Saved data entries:
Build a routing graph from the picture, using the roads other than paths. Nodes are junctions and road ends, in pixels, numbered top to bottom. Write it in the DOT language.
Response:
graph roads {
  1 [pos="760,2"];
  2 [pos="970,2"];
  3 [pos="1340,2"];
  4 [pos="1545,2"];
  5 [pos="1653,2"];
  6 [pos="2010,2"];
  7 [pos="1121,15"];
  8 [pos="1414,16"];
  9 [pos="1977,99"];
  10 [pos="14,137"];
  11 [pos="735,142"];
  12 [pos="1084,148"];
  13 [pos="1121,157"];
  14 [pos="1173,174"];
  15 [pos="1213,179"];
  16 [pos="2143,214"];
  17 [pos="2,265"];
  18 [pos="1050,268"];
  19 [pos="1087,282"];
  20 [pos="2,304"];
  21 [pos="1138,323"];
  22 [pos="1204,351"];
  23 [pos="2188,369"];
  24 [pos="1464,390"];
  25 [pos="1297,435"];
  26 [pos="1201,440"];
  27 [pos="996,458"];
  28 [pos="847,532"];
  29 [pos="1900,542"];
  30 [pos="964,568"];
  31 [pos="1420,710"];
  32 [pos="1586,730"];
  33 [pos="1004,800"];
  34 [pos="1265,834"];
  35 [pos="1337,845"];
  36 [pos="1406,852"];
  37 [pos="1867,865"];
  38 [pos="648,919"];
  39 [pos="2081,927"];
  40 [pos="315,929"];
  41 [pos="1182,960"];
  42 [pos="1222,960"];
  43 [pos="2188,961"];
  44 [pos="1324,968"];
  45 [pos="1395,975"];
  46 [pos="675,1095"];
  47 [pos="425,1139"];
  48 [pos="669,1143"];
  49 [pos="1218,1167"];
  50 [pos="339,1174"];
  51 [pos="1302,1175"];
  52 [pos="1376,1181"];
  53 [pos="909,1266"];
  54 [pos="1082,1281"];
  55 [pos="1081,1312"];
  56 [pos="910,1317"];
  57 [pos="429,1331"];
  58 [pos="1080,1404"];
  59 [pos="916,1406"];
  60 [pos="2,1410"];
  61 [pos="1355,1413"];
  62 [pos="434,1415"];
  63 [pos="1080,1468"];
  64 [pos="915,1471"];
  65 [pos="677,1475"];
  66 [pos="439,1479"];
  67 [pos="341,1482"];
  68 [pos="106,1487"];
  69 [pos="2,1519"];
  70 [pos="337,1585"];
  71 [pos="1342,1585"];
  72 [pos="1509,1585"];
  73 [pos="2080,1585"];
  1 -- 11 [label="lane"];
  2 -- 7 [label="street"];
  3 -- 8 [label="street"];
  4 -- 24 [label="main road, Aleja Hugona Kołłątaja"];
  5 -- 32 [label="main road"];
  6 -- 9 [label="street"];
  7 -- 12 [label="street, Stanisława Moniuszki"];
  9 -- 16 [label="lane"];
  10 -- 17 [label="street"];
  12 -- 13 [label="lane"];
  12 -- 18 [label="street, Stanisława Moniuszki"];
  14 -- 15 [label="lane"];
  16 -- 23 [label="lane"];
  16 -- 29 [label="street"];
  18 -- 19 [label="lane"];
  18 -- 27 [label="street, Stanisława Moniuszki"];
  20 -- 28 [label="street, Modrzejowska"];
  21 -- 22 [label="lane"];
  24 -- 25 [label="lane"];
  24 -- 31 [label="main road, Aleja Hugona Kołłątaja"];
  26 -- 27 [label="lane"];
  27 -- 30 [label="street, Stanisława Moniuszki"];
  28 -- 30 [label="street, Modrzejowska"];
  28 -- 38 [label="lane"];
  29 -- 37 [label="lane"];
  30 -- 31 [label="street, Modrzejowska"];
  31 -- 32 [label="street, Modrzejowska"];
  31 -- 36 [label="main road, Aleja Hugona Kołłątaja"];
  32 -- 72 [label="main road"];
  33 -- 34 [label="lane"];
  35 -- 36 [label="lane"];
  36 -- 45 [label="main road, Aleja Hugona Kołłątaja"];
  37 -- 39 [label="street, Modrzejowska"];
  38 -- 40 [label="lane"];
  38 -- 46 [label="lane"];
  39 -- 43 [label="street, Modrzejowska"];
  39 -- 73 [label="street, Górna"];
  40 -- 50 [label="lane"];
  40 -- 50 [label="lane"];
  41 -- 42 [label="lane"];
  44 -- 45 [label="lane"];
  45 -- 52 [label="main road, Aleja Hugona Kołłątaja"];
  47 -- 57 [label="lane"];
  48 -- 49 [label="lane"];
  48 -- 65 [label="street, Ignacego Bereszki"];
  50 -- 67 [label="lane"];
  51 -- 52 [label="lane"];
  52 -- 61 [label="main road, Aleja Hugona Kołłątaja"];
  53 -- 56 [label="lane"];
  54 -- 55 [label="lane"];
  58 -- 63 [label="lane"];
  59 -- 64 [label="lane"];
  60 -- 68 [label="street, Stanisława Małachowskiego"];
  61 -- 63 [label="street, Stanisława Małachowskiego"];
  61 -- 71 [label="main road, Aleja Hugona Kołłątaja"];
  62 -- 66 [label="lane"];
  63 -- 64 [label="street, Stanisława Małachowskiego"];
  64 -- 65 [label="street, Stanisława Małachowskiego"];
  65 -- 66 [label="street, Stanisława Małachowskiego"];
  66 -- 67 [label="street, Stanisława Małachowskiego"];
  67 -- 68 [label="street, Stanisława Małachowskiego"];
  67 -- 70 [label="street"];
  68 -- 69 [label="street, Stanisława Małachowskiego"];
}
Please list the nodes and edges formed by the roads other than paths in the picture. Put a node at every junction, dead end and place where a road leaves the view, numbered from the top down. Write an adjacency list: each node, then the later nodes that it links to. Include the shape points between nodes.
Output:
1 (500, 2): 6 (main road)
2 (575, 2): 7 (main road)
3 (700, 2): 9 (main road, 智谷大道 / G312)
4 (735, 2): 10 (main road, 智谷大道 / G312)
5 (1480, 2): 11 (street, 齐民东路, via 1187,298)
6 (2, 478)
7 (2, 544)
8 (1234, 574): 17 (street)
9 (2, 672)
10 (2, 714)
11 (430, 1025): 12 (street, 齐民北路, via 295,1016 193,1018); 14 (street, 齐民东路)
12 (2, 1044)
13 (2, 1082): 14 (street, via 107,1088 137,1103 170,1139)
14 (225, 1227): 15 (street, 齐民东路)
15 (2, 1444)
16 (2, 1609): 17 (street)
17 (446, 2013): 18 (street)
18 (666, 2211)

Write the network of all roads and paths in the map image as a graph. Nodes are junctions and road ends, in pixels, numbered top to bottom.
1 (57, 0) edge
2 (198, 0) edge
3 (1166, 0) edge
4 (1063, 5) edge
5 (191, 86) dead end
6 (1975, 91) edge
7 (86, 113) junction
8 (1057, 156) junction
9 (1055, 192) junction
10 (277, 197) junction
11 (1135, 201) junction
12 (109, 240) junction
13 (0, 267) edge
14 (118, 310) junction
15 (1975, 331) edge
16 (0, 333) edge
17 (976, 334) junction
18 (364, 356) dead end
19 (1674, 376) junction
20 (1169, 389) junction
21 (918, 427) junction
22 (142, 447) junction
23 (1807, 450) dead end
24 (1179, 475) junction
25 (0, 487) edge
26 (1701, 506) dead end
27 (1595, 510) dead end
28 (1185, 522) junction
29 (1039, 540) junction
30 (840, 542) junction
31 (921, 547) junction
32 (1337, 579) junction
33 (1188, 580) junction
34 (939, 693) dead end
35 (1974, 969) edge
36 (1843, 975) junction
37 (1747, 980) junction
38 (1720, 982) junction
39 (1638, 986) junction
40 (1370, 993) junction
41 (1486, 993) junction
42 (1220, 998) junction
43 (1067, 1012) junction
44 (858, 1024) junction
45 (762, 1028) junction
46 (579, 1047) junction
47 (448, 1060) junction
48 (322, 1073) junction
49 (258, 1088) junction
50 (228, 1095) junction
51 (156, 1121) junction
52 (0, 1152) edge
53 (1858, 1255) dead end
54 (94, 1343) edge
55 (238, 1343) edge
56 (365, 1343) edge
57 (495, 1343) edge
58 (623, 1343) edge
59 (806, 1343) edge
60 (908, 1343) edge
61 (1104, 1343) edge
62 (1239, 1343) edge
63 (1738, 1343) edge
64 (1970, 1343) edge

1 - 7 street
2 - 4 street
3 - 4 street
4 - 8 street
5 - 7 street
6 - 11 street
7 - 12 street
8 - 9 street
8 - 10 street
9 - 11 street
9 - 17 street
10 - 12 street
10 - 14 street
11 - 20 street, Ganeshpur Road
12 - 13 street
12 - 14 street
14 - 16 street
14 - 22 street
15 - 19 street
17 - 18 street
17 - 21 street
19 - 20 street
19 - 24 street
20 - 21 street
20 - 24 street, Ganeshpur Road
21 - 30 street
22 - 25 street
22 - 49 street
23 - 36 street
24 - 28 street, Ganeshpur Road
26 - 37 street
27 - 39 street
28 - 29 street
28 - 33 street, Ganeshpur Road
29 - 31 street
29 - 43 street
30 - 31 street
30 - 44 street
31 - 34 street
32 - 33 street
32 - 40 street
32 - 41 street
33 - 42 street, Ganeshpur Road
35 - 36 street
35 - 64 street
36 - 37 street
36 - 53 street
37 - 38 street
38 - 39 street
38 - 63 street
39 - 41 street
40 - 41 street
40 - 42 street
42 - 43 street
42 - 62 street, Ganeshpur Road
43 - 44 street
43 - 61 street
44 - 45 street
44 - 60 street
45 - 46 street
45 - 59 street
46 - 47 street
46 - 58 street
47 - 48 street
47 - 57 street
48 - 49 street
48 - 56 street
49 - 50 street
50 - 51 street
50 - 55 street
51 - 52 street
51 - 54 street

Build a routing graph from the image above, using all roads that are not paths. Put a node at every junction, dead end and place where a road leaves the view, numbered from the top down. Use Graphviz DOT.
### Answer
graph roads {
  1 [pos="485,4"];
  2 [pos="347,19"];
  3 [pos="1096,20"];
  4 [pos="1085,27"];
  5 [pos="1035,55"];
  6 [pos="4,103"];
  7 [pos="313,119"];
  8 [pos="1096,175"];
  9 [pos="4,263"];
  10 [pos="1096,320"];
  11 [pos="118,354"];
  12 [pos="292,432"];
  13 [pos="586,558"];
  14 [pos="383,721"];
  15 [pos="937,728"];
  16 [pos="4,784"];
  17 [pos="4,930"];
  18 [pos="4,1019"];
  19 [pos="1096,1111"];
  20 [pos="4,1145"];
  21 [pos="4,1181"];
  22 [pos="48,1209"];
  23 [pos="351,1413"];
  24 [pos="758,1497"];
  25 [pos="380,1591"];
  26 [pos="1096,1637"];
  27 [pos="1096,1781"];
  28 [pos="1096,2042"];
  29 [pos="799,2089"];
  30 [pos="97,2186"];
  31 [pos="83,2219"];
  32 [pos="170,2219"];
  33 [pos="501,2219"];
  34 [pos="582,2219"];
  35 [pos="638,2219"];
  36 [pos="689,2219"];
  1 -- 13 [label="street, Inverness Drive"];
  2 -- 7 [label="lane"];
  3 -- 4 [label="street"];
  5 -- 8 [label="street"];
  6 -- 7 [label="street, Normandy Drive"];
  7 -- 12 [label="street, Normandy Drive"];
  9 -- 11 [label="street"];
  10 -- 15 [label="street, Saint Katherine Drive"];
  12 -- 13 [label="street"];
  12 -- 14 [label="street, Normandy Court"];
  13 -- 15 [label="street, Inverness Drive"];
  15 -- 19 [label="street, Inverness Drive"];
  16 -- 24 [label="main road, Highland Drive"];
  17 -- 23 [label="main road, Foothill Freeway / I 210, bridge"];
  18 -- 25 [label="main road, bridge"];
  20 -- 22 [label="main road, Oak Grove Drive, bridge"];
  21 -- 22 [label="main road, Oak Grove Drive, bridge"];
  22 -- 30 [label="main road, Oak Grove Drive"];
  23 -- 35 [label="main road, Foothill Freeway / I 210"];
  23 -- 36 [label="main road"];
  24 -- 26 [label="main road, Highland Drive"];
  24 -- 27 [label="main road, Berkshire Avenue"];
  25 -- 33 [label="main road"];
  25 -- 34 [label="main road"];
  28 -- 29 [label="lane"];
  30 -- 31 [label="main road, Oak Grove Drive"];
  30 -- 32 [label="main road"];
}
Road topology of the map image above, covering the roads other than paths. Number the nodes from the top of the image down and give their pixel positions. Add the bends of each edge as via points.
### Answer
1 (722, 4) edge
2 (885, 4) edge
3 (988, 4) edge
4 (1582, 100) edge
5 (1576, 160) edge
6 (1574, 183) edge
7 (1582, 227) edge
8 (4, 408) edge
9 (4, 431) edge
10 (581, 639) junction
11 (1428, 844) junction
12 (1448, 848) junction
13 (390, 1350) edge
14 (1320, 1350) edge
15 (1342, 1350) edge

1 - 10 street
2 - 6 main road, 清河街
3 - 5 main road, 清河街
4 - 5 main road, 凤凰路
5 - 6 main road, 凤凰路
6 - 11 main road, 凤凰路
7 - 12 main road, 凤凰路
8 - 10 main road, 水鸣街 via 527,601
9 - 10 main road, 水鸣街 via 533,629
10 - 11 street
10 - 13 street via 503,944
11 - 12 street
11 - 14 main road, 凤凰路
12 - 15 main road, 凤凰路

* _WHAT YOU SHOULD DO_: Your reply should consist of one number: how many lines in the entries contain the string "齐民东路".

* _ANSWER TO THIS EXERCISE_: 3